---------- SUPPLIED RECORDS ----------

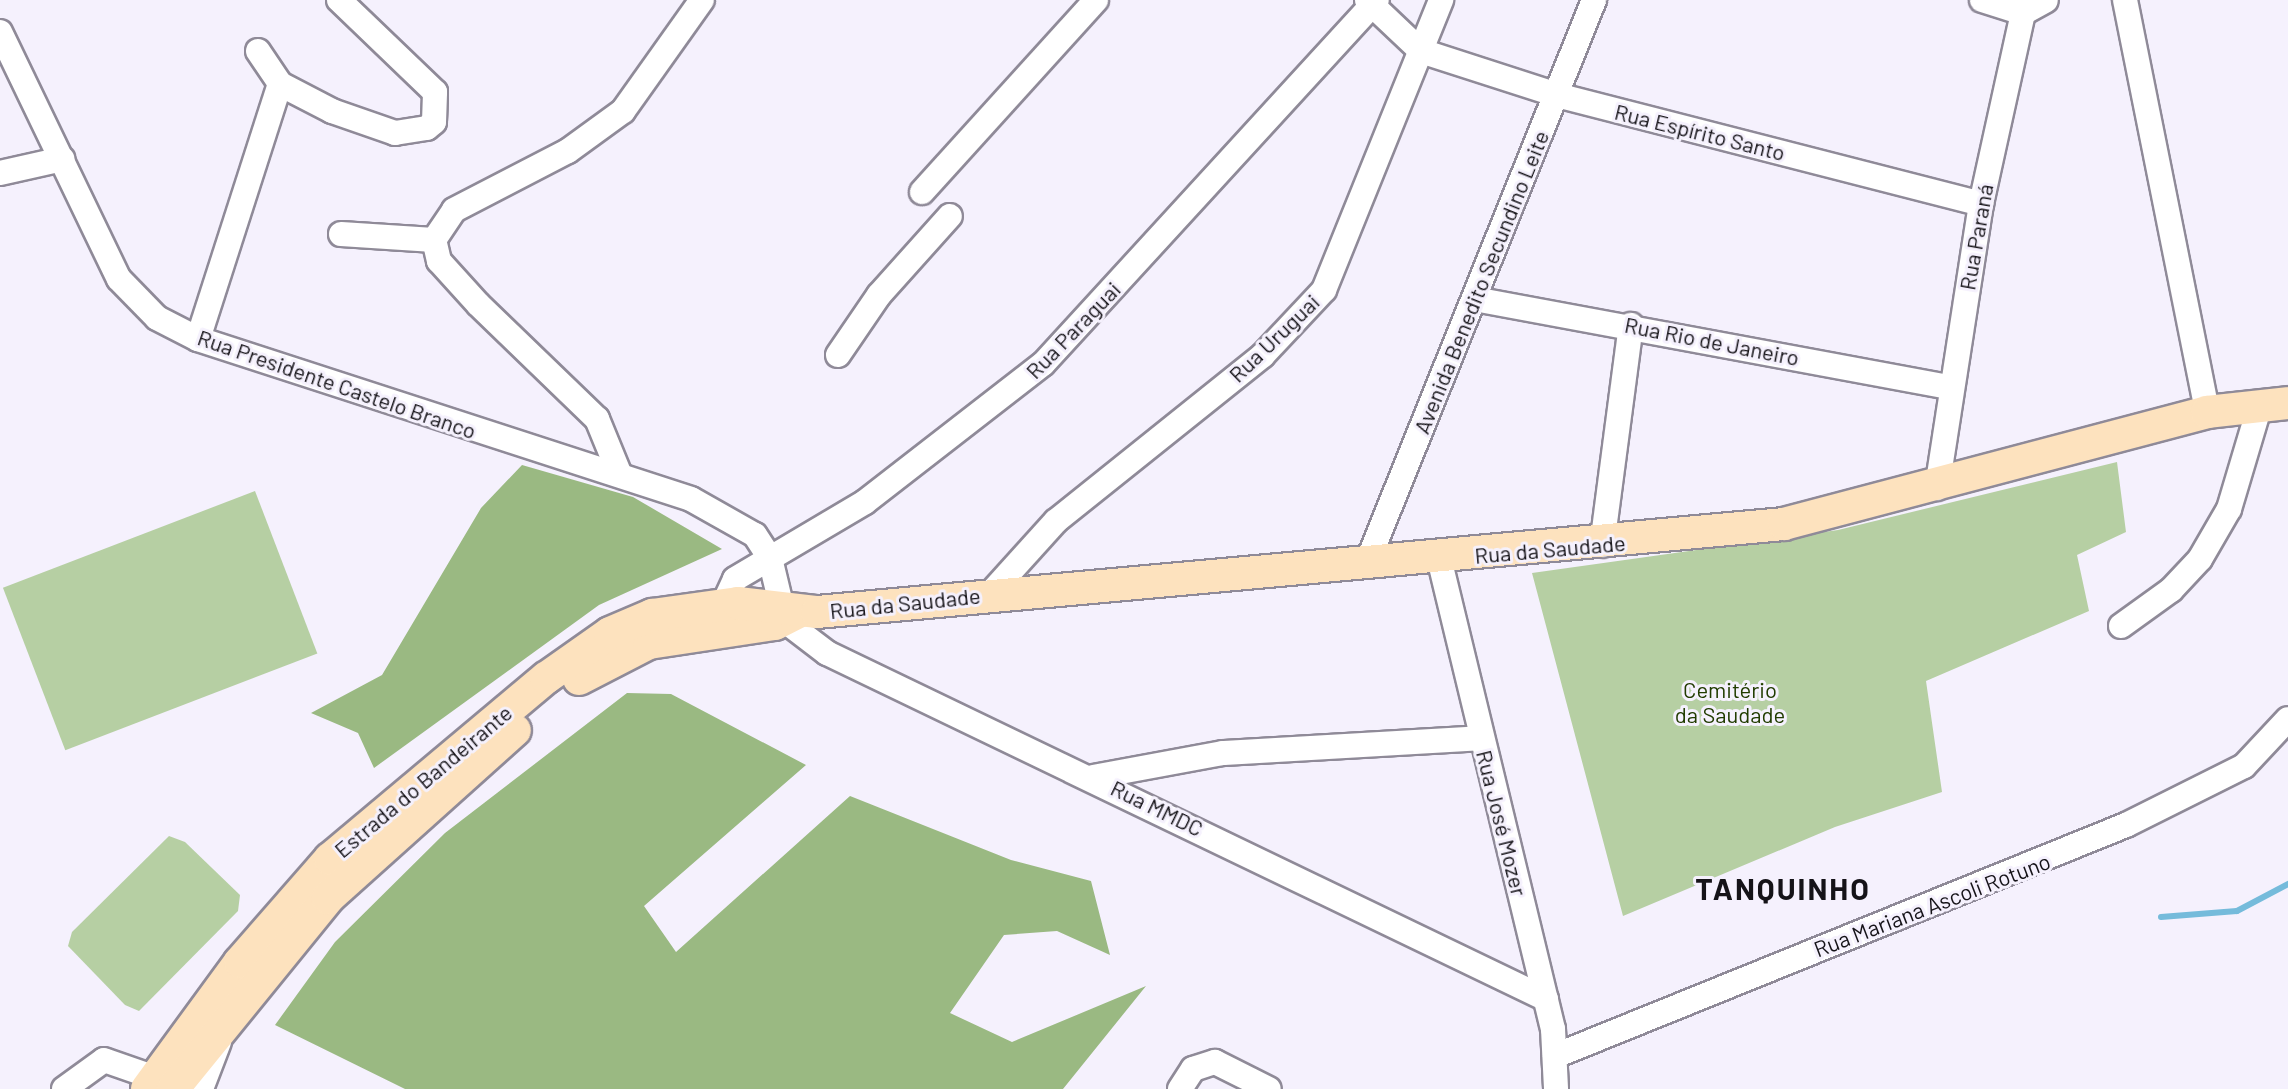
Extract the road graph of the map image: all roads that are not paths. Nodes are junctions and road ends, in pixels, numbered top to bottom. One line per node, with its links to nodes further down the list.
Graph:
1 (339, 0): 14 (street)
2 (702, 0): 22 (street)
3 (1096, 0): 18 (street)
4 (1441, 0): 13 (street, Rua Uruguai)
5 (1594, 0): 15 (street, Avenida Benedito Secundino Leite)
6 (1982, 0): 10 (street)
7 (2046, 0): 10 (street)
8 (2125, 0): 29 (street)
9 (1372, 2): 13 (street); 33 (street, Rua Paraguai)
10 (2023, 13): 19 (street, Rua Paraná)
11 (0, 32): 16 (street, Rua Presidente Castelo Branco)
12 (258, 51): 14 (street)
13 (1421, 51): 15 (street, Rua Espírito Santo); 36 (street, Rua Uruguai)
14 (280, 84): 25 (street)
15 (1557, 95): 19 (street, Rua Espírito Santo); 23 (street, Avenida Benedito Secundino Leite)
16 (62, 159): 17 (street); 25 (street, Rua Presidente Castelo Branco)
17 (0, 173)
18 (922, 192)
19 (1981, 204): 27 (street, Rua Paraná)
20 (950, 216): 26 (street)
21 (341, 234): 22 (street)
22 (434, 240): 30 (street)
23 (1474, 299): 24 (street, Rua Rio de Janeiro); 35 (street, Avenida Benedito Secundino Leite)
24 (1631, 325): 27 (street, Rua Rio de Janeiro); 32 (street)
25 (198, 339): 30 (street, Rua Presidente Castelo Branco)
26 (838, 355)
27 (1949, 387): 31 (street, Rua Paraná)
28 (2274, 404): 29 (main road, Rua da Saudade); 39 (street)
29 (2207, 412): 31 (main road, Rua da Saudade)
30 (620, 475): 33 (street, Rua Presidente Castelo Branco)
31 (1937, 488): 32 (main road, Rua da Saudade)
32 (1602, 545): 34 (main road, Rua da Saudade)
33 (770, 558): 37 (street, Rua Paraguai); 38 (street, Rua Presidente Castelo Branco)
34 (1439, 558): 35 (main road, Rua da Saudade); 41 (street, Rua José Mozer)
35 (1367, 563): 36 (main road, Rua da Saudade)
36 (990, 594): 38 (main road, Rua da Saudade)
37 (724, 603): 38 (main road, Estrada do Bandeirante); 45 (main road, Estrada do Bandeirante)
38 (788, 613): 42 (street, Rua MMDC); 45 (main road, Estrada do Bandeirante)
39 (2121, 626)
40 (2288, 719): 44 (street, Rua Mariana Ascoli Rotuno)
41 (1481, 738): 42 (street); 43 (street, Rua José Mozer)
42 (1093, 777): 43 (street, Rua MMDC)
43 (1546, 999): 44 (street, Rua José Mozer)
44 (1555, 1056): 49 (street, Rua José Mozer)
45 (173, 1087): 46 (street)
46 (64, 1089)
47 (1180, 1089): 48 (street)
48 (1269, 1089)
49 (1556, 1089)

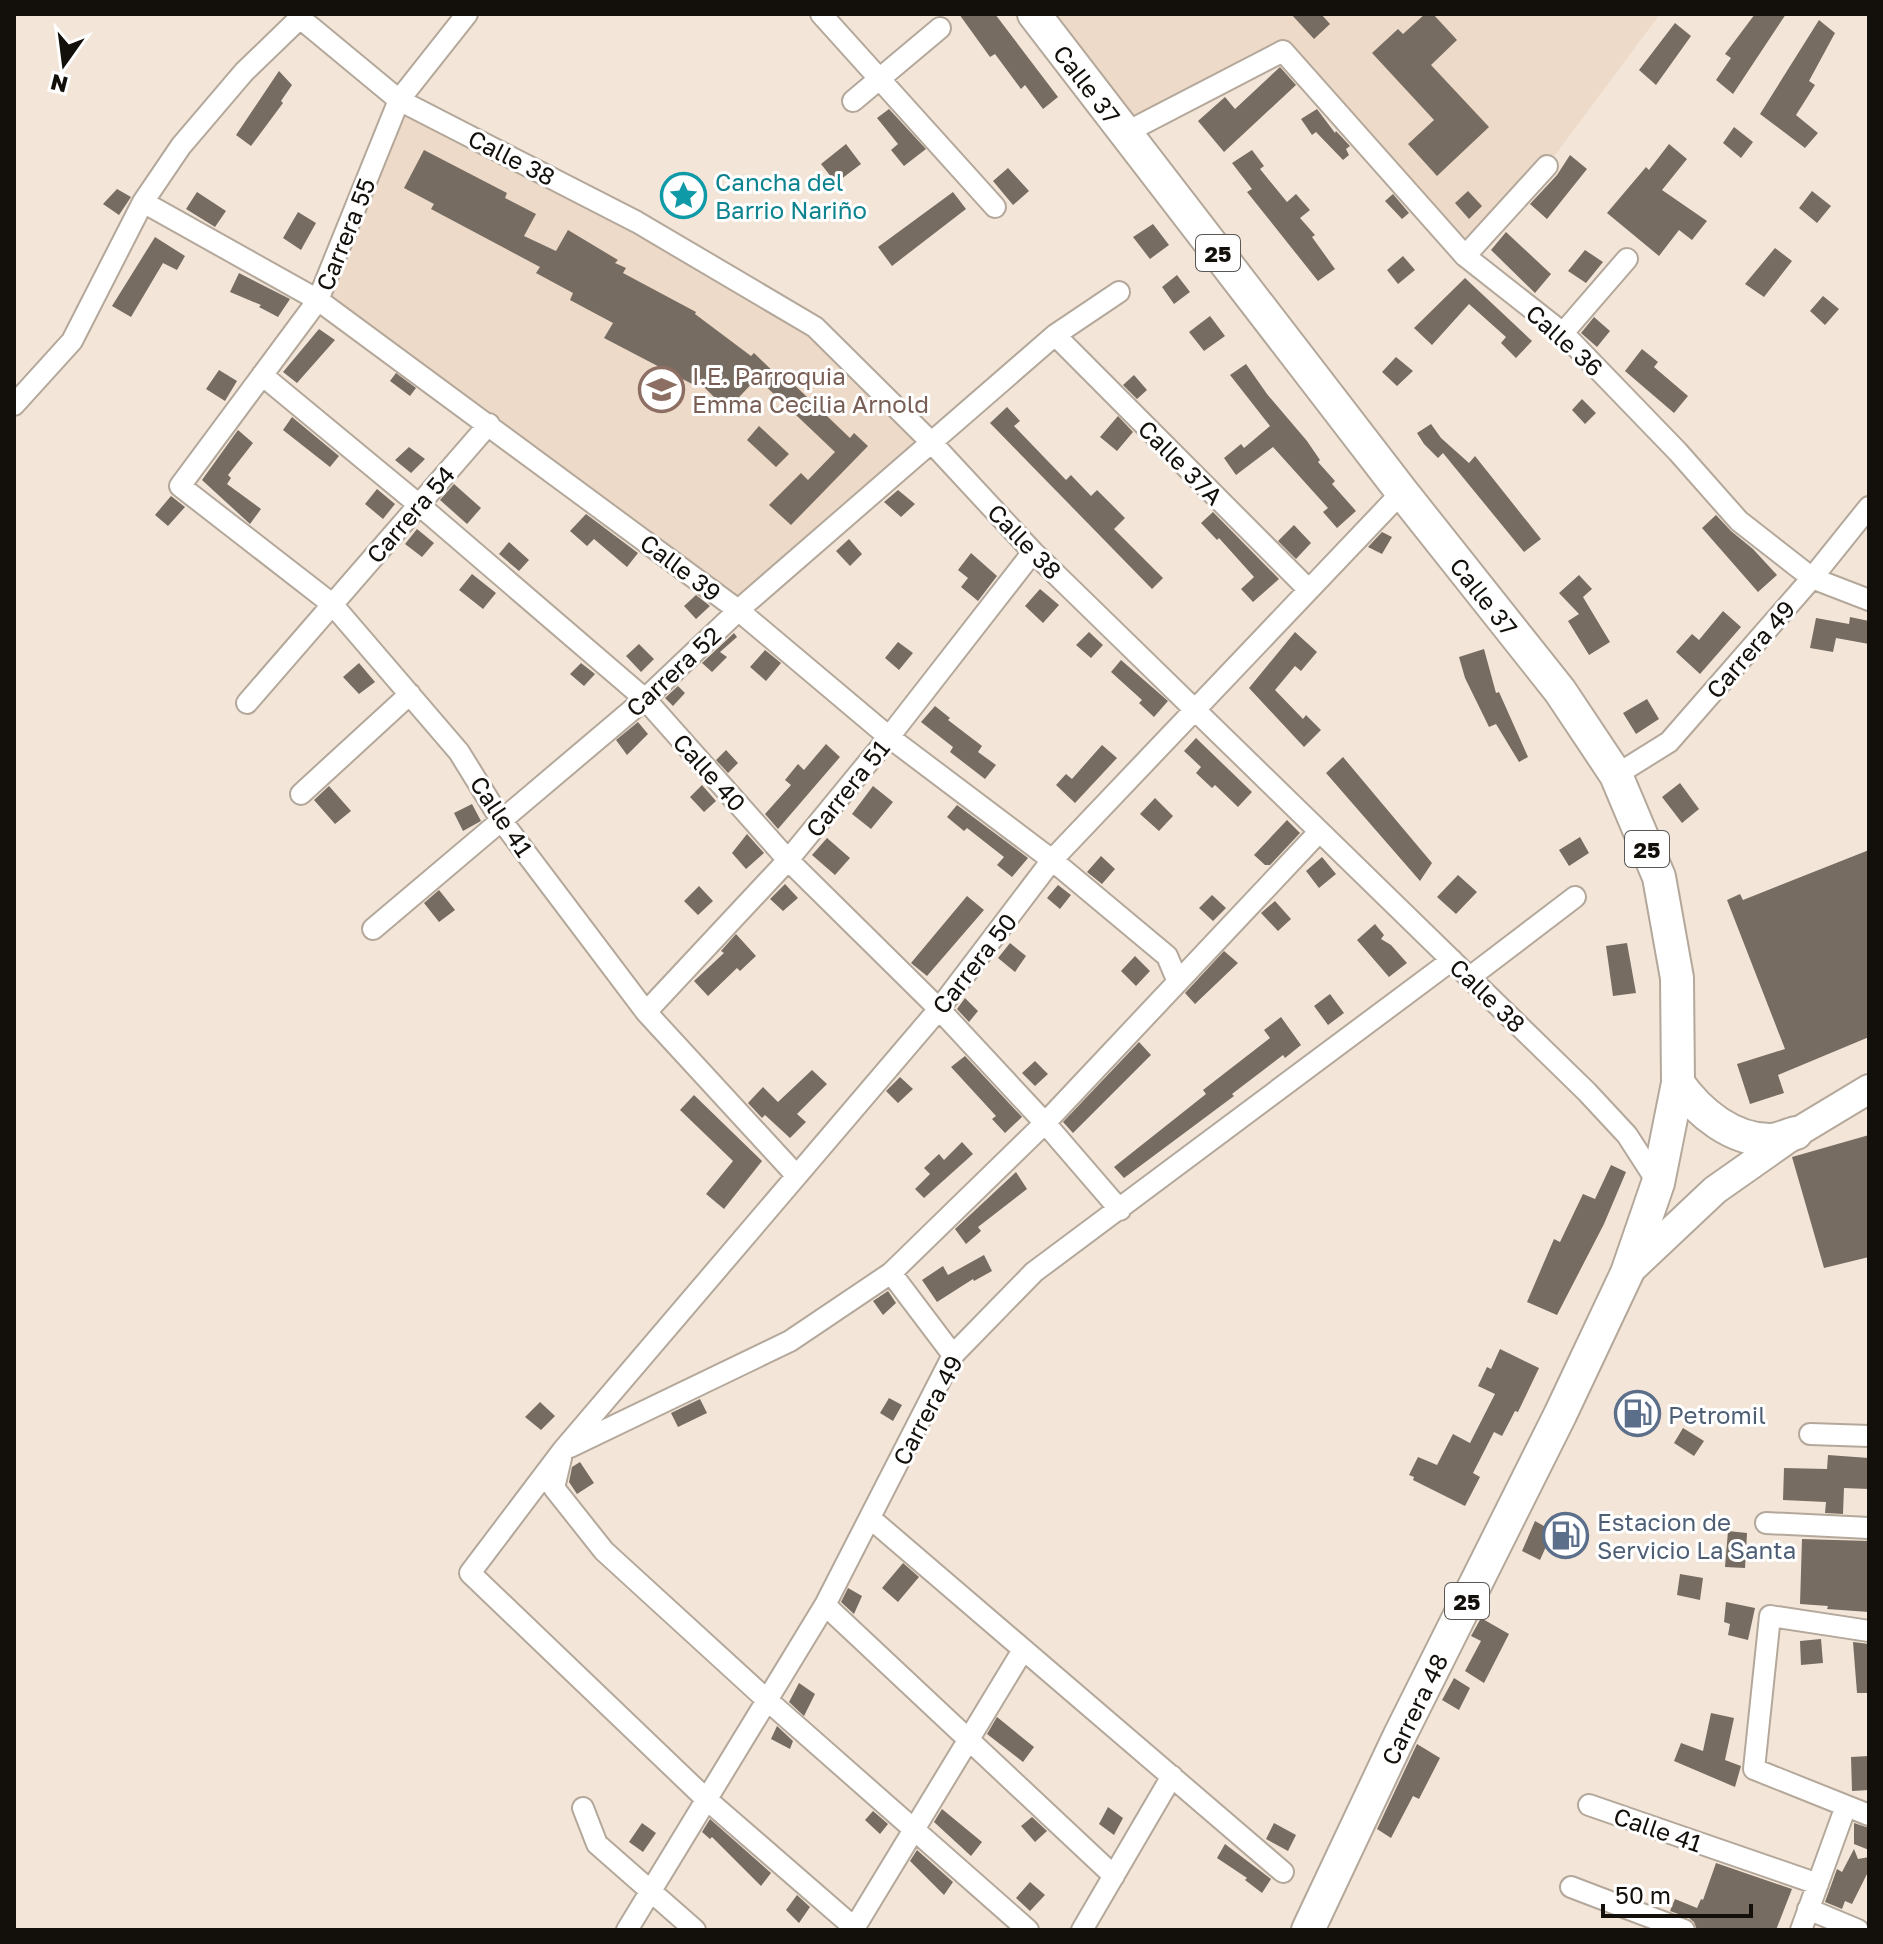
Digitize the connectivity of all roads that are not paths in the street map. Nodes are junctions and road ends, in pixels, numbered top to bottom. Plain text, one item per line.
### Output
1 (467, 14) edge
2 (821, 14) edge
3 (1034, 14) edge
4 (302, 16) edge
5 (940, 28) dead end
6 (880, 79) junction
7 (399, 100) junction
8 (853, 101) dead end
9 (1125, 133) junction
10 (1547, 166) dead end
11 (143, 202) junction
12 (995, 207) dead end
13 (1465, 256) junction
14 (1627, 259) dead end
15 (1119, 292) dead end
16 (318, 300) junction
17 (1563, 333) junction
18 (1055, 335) junction
19 (262, 375) junction
20 (14, 405) edge
21 (489, 424) junction
22 (931, 442) junction
23 (180, 486) joint
24 (1402, 492) junction
25 (418, 504) junction
26 (1869, 507) edge
27 (1033, 552) junction
28 (1812, 578) junction
29 (1308, 589) junction
30 (1869, 600) edge
31 (332, 604) junction
32 (738, 610) junction
33 (410, 694) junction
34 (645, 699) junction
35 (247, 703) dead end
36 (1195, 711) junction
37 (889, 737) junction
38 (1616, 775) junction
39 (301, 794) dead end
40 (501, 820) junction
41 (1319, 832) junction
42 (788, 860) junction
43 (1052, 860) junction
44 (1575, 897) dead end
45 (373, 929) dead end
46 (1452, 960) junction
47 (1470, 977) junction
48 (1178, 982) junction
49 (939, 1009) junction
50 (646, 1012) junction
51 (1678, 1083) junction
52 (1869, 1089) edge
53 (1045, 1123) junction
54 (1796, 1133) junction
55 (796, 1175) junction
56 (1658, 1183) junction
57 (1120, 1210) junction
58 (891, 1273) junction
59 (1627, 1273) junction
60 (953, 1355) junction
61 (1810, 1434) dead end
62 (1869, 1436) edge
63 (563, 1450) junction
64 (870, 1518) junction
65 (1766, 1523) dead end
66 (1869, 1528) edge
67 (825, 1605) junction
68 (1869, 1631) edge
69 (1023, 1650) junction
70 (767, 1700) junction
71 (967, 1739) junction
72 (1172, 1776) junction
73 (705, 1798) junction
74 (1589, 1805) dead end
75 (1846, 1806) junction
76 (583, 1808) dead end
77 (1869, 1815) edge
78 (914, 1829) junction
79 (1283, 1872) dead end
80 (1114, 1876) junction
81 (1818, 1884) junction
82 (1571, 1887) dead end
83 (649, 1889) junction
84 (1808, 1909) junction
85 (855, 1929) edge
86 (627, 1930) edge
87 (695, 1930) edge
88 (1028, 1930) edge
89 (1082, 1930) edge
90 (1308, 1930) edge
91 (1684, 1930) edge
92 (1801, 1930) edge
93 (1858, 1930) edge

1 - 7 street, Carrera 55
2 - 6 street
3 - 9 main road, Calle 37 / 25
4 - 7 street, Calle 38
4 - 11 street
5 - 6 street
6 - 8 street
6 - 12 street
7 - 16 street, Carrera 55
7 - 22 street, Calle 38
9 - 13 street, Calle 36
9 - 24 main road, Calle 37 / 25
10 - 13 street
11 - 16 street, Calle 39
11 - 20 street
13 - 17 street, Calle 36
14 - 17 street
15 - 18 street, Carrera 52
16 - 19 street, Carrera 55
16 - 21 street, Calle 39
17 - 28 street, Calle 36
18 - 22 street, Carrera 52
18 - 29 street, Calle 37A
19 - 23 street, Carrera 55
19 - 25 street, Calle 40
21 - 25 street, Carrera 54
21 - 32 street, Calle 39
22 - 27 street, Calle 38
22 - 32 street, Carrera 52
23 - 31 street, Calle 41
24 - 29 street, Carrera 50
24 - 38 main road, Calle 37 / 25
25 - 31 street, Carrera 54
25 - 34 street, Calle 40
26 - 28 street, Carrera 49
27 - 36 street, Calle 38
27 - 37 street, Carrera 51
28 - 30 street, Calle 36
28 - 38 street, Carrera 49
29 - 36 street, Carrera 50
31 - 33 street, Calle 41
31 - 35 street, Carrera 54
32 - 34 street, Carrera 52
32 - 37 street, Calle 39
33 - 39 street
33 - 40 street, Calle 41
34 - 40 street, Carrera 52
34 - 42 street, Calle 40
36 - 41 street, Calle 38
36 - 43 street, Carrera 50
37 - 42 street, Carrera 51
37 - 43 street, Calle 39
38 - 51 main road, Calle 37 / 25
40 - 45 street, Carrera 52
40 - 50 street, Calle 41
41 - 46 street, Calle 38
41 - 48 street
42 - 49 street, Calle 40
42 - 50 street, Carrera 51
43 - 48 street, Calle 39
43 - 49 street, Carrera 50
44 - 47 street
46 - 47 street, Calle 38
46 - 57 street, Carrera 49
47 - 56 street, Calle 38
48 - 53 street
49 - 53 street, Calle 40
49 - 55 street, Carrera 50
50 - 55 street, Calle 41
51 - 54 main road
51 - 56 main road, Calle 37 / 25
52 - 54 main road
53 - 57 street, Calle 40
53 - 58 street
54 - 59 main road
55 - 63 street, Carrera 50
56 - 59 main road, Calle 37 / 25
57 - 60 street, Carrera 49
58 - 60 street
58 - 63 street
59 - 90 main road, Carrera 48 / 25
60 - 64 street, Carrera 49
61 - 62 street
63 - 70 street
63 - 73 street, Carrera 50
64 - 67 street, Carrera 49
64 - 69 street
65 - 66 street
67 - 70 street, Carrera 49
67 - 71 street
68 - 75 street
69 - 71 street
69 - 72 street
70 - 73 street, Carrera 49
70 - 78 street
71 - 78 street
71 - 80 street
72 - 79 street
72 - 80 street
73 - 83 street, Carrera 49
73 - 85 street
74 - 81 street, Calle 41
75 - 77 street
75 - 81 street
76 - 83 street
78 - 85 street
78 - 88 street
80 - 89 street
81 - 84 street
82 - 91 street
83 - 86 street, Carrera 49
83 - 87 street
84 - 92 street
84 - 93 street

----------

» AIM OF THE TASK
Among the lines above, some may include the string "Benedito"; state how many, and nothing more.

» RESPONSE TO THE EXERCISE
3